■ Work to be completed: The answer must consist of every line from the data that holds "bridge".

Dataset items
:::::
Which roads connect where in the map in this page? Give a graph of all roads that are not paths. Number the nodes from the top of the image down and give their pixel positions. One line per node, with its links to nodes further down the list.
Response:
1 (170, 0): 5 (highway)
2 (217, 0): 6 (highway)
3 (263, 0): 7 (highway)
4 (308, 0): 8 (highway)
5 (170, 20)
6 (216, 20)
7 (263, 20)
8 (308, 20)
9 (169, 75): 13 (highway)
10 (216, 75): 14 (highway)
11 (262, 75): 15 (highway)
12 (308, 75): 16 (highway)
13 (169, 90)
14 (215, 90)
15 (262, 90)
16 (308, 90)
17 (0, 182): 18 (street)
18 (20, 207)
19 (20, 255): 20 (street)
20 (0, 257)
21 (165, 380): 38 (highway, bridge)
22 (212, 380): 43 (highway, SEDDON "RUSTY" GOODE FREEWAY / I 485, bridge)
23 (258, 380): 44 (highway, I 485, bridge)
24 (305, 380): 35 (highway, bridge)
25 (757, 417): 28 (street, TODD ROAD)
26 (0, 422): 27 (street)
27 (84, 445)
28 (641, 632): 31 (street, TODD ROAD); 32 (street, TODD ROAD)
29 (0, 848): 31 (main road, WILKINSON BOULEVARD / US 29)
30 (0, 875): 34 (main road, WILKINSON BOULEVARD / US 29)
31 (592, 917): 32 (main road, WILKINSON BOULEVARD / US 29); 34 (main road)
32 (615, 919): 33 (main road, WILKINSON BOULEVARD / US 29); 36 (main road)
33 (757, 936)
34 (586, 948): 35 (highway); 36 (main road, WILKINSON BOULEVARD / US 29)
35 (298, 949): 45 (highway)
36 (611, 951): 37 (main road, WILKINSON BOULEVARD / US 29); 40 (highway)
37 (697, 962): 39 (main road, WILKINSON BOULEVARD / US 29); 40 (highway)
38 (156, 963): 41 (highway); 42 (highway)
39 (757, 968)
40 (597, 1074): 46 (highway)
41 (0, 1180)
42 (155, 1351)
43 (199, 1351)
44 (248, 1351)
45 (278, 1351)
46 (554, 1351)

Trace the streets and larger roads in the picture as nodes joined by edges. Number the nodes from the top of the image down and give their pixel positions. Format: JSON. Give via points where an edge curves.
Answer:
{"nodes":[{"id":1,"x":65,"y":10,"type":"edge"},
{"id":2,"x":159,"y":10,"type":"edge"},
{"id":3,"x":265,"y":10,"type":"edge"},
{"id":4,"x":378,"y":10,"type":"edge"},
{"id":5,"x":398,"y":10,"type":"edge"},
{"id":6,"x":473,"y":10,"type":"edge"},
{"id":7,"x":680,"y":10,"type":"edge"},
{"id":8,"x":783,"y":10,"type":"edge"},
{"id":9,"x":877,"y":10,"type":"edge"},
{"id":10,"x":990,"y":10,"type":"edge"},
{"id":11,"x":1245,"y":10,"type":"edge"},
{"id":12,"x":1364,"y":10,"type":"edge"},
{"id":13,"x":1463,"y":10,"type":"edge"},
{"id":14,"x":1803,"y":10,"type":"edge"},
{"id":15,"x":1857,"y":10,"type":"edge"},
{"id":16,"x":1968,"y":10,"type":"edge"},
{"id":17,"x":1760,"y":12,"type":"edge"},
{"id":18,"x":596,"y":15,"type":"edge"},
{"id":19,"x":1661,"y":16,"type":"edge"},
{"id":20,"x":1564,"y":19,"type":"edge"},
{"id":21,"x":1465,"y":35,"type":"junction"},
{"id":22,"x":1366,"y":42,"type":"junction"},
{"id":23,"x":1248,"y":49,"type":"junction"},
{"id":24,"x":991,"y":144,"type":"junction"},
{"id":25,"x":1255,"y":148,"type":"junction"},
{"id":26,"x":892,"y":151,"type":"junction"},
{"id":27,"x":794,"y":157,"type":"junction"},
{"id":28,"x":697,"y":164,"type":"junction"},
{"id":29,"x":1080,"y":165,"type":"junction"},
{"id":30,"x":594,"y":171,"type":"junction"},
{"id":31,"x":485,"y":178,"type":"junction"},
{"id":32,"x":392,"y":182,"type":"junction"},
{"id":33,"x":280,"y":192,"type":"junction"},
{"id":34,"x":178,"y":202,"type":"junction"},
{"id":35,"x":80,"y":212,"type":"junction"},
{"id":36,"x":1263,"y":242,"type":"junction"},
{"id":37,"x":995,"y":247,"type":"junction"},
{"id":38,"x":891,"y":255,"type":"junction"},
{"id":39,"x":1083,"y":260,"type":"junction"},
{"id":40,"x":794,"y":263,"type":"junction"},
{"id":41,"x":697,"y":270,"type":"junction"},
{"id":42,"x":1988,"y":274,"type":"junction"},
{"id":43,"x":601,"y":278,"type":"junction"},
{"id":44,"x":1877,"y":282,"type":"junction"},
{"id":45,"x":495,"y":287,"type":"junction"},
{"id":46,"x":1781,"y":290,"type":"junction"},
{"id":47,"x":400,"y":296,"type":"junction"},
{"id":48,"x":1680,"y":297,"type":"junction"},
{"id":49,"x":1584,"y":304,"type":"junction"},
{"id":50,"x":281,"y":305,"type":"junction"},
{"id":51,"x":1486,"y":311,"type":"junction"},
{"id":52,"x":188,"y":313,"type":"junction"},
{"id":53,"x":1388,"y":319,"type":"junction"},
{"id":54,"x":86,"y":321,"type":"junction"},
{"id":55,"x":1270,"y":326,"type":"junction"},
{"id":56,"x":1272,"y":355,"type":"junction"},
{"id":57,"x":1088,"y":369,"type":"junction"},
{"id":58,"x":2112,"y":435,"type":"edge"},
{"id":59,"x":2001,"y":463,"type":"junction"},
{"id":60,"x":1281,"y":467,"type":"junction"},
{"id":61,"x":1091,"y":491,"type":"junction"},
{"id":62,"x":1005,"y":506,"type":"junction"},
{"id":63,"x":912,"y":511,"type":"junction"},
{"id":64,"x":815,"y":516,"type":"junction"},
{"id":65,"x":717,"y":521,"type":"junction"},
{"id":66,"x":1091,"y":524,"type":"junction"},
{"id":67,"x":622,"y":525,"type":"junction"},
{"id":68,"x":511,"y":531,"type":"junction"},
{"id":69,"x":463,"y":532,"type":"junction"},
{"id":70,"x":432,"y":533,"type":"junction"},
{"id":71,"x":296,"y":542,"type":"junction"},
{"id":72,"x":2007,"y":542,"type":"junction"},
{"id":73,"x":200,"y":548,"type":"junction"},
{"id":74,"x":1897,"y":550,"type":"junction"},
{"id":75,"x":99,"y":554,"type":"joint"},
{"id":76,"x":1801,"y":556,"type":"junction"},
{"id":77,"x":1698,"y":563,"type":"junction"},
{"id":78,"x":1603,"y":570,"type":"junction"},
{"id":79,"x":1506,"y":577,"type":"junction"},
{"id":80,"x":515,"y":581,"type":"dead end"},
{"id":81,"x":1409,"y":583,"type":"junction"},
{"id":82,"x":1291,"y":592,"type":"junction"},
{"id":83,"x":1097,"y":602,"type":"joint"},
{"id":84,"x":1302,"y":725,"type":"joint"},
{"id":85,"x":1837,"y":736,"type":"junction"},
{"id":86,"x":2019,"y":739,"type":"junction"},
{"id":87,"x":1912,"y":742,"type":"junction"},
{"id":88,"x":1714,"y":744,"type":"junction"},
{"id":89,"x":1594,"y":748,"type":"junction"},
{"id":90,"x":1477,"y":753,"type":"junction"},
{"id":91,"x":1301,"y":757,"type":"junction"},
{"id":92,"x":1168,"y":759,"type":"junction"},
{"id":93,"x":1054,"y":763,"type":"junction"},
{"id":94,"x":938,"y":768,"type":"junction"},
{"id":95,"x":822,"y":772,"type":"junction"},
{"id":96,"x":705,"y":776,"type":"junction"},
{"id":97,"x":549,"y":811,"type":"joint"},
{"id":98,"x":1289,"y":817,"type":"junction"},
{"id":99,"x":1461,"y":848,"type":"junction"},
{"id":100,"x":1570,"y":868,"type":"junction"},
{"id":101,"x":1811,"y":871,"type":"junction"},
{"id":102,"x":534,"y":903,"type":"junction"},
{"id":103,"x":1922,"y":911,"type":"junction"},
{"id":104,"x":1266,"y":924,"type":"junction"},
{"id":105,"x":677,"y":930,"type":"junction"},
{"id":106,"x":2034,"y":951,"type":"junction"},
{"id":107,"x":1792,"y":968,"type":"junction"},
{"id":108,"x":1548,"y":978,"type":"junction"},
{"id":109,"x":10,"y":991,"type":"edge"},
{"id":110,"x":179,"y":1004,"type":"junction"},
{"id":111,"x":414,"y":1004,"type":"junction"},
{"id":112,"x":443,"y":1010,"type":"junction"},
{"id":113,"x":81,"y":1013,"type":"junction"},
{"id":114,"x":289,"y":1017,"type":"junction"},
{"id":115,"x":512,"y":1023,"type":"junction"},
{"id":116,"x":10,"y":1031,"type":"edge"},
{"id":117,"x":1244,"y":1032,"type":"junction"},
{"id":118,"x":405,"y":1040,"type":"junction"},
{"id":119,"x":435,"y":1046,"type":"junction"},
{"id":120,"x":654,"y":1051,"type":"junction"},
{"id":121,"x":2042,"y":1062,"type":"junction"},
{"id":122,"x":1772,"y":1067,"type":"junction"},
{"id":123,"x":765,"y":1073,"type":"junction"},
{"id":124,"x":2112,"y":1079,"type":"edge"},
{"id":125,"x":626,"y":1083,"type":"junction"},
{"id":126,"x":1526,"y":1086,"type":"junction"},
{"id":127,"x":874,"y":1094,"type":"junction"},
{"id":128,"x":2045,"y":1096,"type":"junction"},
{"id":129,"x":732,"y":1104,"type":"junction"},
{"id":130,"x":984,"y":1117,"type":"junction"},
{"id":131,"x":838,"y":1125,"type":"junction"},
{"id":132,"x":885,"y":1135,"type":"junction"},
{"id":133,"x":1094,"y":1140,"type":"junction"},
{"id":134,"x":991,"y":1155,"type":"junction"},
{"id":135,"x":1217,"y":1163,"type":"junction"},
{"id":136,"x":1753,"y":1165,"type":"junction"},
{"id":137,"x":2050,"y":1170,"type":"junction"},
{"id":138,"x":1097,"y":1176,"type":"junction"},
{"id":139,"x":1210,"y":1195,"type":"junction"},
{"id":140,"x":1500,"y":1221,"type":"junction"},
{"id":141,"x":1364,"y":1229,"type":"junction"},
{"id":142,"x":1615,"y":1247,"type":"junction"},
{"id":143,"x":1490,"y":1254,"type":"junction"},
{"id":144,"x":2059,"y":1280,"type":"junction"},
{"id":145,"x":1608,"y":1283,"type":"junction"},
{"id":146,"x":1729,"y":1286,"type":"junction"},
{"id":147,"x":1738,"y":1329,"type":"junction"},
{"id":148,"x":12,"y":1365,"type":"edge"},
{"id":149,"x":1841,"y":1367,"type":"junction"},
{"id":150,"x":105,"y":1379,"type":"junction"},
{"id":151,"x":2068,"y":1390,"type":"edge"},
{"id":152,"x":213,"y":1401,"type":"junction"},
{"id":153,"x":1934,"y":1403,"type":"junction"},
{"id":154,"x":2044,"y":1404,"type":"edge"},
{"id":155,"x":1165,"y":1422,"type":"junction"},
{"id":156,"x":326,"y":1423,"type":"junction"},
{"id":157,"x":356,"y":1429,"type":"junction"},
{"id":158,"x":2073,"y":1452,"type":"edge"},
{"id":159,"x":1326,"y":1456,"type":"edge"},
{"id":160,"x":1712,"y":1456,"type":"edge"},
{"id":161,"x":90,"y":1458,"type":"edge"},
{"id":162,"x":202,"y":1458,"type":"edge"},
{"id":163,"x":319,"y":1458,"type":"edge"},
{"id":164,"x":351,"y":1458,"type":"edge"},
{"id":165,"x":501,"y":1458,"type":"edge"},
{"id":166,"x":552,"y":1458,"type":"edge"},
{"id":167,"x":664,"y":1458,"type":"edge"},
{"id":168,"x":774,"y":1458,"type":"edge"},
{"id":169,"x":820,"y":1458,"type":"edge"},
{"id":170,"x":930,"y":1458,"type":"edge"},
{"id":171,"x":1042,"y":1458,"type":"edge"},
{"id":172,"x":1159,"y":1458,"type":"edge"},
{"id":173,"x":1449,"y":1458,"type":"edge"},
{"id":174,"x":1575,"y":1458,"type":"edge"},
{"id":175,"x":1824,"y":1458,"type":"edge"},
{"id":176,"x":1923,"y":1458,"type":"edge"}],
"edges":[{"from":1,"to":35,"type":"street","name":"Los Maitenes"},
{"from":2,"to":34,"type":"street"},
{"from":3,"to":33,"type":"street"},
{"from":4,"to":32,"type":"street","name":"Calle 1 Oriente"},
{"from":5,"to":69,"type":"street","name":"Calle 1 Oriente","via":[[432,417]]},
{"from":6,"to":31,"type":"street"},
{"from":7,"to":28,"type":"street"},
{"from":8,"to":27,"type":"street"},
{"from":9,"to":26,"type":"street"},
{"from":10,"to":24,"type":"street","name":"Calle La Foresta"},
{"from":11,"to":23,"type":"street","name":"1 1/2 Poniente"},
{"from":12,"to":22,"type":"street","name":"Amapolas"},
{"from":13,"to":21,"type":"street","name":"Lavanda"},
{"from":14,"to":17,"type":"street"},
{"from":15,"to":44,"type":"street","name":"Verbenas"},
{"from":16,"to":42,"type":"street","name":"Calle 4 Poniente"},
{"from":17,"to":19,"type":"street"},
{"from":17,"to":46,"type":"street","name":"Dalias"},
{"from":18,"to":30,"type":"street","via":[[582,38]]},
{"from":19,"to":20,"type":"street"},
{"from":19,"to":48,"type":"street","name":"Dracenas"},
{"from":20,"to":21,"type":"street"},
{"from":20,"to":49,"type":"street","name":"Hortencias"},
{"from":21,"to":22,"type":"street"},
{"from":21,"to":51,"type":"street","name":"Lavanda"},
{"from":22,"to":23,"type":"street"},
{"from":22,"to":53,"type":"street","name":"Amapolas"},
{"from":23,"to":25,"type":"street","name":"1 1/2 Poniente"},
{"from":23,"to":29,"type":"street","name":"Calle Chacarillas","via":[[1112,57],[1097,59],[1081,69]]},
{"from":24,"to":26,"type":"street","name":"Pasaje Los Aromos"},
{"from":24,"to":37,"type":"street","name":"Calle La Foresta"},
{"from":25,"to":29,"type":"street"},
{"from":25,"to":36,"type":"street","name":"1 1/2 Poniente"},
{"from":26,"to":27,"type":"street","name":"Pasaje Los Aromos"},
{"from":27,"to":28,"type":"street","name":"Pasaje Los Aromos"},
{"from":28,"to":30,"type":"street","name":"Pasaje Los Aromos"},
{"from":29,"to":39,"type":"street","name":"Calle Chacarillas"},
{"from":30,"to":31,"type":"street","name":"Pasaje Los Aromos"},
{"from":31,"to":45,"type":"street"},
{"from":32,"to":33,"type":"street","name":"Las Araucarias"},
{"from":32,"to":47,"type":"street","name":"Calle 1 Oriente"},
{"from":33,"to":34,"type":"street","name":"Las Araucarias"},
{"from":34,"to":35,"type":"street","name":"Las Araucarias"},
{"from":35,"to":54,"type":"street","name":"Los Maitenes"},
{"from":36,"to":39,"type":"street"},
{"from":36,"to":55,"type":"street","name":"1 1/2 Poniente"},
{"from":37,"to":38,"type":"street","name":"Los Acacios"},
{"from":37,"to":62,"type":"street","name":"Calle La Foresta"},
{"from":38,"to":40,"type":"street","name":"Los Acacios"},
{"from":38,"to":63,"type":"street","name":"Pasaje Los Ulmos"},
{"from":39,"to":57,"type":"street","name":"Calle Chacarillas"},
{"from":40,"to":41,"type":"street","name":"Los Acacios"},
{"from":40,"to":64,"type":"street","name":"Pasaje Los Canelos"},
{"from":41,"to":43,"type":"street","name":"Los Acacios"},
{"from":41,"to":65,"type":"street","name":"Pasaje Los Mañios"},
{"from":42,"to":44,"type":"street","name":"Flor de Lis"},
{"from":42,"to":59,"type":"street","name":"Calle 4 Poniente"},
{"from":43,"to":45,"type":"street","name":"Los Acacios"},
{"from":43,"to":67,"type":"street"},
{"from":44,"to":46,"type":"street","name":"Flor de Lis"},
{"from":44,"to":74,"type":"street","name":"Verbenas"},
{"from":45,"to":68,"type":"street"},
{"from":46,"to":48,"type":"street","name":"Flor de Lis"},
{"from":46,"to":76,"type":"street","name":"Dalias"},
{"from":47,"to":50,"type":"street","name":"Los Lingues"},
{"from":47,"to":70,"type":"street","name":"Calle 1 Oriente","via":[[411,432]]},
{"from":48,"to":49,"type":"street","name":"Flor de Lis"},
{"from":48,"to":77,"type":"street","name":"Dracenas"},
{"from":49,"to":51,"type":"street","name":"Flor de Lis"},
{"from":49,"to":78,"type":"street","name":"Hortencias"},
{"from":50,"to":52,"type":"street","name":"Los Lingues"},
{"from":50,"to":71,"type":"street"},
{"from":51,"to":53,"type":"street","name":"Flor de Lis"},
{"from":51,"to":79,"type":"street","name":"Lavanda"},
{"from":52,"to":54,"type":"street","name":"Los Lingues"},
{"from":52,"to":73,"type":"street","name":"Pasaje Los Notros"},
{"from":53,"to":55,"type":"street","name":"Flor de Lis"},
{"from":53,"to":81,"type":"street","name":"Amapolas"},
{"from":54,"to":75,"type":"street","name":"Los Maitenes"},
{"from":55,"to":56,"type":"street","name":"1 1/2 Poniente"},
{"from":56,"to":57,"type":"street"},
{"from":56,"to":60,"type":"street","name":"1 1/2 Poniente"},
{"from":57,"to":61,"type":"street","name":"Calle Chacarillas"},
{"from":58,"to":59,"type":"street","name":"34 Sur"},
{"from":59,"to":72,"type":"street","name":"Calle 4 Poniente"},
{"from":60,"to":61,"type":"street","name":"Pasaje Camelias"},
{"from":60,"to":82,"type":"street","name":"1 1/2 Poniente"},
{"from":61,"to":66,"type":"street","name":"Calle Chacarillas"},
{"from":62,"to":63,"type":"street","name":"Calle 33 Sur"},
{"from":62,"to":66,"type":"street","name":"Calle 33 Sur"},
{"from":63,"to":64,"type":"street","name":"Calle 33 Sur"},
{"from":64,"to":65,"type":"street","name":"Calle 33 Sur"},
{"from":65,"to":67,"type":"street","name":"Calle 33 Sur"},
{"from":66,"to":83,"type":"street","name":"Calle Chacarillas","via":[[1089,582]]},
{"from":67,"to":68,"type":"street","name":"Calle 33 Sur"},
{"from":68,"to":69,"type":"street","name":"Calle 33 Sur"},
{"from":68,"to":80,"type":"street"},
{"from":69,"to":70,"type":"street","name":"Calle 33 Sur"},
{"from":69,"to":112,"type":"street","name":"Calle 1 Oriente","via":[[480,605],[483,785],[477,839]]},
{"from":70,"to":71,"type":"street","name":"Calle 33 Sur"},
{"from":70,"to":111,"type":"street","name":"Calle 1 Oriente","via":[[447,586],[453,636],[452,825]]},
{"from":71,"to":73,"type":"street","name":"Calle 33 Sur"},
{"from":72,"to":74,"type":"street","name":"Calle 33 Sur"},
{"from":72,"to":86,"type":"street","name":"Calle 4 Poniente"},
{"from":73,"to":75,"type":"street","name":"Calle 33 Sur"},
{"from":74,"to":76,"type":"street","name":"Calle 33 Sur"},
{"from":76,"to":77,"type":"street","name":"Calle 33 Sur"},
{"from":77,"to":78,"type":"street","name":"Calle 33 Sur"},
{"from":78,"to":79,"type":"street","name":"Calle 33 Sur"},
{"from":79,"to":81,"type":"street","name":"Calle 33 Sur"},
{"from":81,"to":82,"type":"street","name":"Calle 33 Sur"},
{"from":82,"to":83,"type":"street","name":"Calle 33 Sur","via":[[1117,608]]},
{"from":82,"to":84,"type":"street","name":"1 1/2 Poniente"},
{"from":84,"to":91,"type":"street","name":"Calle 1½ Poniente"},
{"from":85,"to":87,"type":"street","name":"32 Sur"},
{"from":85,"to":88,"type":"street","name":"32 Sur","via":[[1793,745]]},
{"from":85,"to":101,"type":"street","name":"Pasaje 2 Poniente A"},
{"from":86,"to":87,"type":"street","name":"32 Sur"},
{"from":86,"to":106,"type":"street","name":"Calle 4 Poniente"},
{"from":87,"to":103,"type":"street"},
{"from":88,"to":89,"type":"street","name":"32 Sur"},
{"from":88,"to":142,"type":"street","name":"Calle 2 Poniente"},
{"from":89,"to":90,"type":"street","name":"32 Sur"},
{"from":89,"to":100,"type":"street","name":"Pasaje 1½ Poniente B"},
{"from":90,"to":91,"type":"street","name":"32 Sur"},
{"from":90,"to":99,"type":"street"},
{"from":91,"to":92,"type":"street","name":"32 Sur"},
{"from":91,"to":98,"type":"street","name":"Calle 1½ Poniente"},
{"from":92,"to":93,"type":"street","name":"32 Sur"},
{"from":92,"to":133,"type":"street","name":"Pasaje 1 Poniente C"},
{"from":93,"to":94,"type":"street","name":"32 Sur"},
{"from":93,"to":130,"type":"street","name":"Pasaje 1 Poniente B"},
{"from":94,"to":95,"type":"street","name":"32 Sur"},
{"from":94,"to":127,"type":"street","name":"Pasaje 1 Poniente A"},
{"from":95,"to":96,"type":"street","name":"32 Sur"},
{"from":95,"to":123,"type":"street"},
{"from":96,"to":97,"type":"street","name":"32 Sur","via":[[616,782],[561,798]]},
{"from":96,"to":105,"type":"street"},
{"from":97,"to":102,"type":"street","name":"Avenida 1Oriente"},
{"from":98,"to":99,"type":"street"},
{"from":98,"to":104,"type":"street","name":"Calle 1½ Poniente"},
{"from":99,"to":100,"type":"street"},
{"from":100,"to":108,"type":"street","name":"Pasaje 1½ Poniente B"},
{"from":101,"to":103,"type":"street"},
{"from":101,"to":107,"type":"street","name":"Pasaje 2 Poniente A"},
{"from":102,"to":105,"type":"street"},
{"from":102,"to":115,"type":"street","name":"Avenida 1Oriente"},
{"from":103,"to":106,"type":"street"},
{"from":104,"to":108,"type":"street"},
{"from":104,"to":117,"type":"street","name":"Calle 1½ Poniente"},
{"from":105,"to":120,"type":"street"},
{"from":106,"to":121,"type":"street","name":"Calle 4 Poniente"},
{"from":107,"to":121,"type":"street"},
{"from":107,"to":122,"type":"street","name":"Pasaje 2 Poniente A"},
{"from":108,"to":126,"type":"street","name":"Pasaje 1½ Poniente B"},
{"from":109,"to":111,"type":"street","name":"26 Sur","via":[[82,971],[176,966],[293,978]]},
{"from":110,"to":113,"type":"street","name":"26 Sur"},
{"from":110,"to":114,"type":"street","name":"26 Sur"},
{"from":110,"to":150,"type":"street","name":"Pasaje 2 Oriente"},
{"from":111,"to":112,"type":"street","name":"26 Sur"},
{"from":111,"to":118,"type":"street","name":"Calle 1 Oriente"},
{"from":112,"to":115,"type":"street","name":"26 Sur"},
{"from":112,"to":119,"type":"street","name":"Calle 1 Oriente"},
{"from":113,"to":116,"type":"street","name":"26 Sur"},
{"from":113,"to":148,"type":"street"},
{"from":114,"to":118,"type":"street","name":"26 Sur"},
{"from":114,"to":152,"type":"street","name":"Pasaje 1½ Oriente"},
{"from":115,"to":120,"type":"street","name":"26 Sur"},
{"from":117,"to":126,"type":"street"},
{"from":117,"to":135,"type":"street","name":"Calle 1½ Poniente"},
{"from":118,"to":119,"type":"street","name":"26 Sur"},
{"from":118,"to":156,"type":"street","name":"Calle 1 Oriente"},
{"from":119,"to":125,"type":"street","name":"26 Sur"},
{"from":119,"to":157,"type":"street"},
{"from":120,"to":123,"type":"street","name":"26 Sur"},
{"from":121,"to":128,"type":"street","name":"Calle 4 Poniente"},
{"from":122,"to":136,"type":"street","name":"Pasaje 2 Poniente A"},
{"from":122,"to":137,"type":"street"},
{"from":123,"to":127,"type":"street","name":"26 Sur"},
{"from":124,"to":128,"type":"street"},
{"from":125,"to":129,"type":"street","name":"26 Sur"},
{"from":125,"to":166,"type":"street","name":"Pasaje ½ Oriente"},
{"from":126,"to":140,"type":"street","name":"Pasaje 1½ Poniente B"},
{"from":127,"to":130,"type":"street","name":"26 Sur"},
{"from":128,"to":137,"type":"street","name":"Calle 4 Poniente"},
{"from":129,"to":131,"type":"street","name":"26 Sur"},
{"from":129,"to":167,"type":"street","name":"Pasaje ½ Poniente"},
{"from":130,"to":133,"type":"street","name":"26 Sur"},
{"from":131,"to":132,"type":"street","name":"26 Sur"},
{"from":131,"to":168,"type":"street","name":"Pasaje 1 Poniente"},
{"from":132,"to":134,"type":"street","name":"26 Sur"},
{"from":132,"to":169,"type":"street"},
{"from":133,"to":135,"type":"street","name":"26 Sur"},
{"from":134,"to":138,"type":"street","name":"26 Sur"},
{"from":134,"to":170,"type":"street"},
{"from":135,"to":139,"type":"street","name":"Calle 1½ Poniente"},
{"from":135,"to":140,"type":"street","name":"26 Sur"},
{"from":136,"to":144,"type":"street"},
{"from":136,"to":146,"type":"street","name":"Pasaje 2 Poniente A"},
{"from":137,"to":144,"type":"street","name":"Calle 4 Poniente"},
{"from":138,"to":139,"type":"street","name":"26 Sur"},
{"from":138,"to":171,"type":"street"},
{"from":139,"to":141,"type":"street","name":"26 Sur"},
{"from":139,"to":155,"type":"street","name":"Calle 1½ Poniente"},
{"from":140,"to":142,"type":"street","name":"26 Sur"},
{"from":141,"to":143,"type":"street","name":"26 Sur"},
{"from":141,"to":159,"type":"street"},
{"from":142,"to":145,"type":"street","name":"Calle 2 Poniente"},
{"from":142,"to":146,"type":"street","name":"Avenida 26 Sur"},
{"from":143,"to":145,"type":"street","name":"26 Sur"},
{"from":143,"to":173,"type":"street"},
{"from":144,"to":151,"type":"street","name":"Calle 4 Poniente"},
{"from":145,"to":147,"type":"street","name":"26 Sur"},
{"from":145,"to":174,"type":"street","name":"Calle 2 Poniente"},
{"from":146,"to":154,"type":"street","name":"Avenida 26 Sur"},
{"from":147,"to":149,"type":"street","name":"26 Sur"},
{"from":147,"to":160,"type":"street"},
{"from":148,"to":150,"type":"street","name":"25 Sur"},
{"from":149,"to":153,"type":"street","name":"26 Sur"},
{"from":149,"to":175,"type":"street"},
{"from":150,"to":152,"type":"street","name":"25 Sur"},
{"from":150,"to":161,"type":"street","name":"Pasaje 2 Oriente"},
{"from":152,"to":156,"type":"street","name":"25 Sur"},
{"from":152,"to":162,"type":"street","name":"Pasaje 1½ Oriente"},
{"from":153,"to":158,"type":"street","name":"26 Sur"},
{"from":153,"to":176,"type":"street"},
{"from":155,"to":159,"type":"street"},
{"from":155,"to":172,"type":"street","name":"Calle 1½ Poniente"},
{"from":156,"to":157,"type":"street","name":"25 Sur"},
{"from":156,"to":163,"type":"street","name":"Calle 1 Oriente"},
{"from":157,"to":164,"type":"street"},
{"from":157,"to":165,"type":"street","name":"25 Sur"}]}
:::::
■ Solution below:
21 (165, 380): 38 (highway, bridge)
22 (212, 380): 43 (highway, SEDDON "RUSTY" GOODE FREEWAY / I 485, bridge)
23 (258, 380): 44 (highway, I 485, bridge)
24 (305, 380): 35 (highway, bridge)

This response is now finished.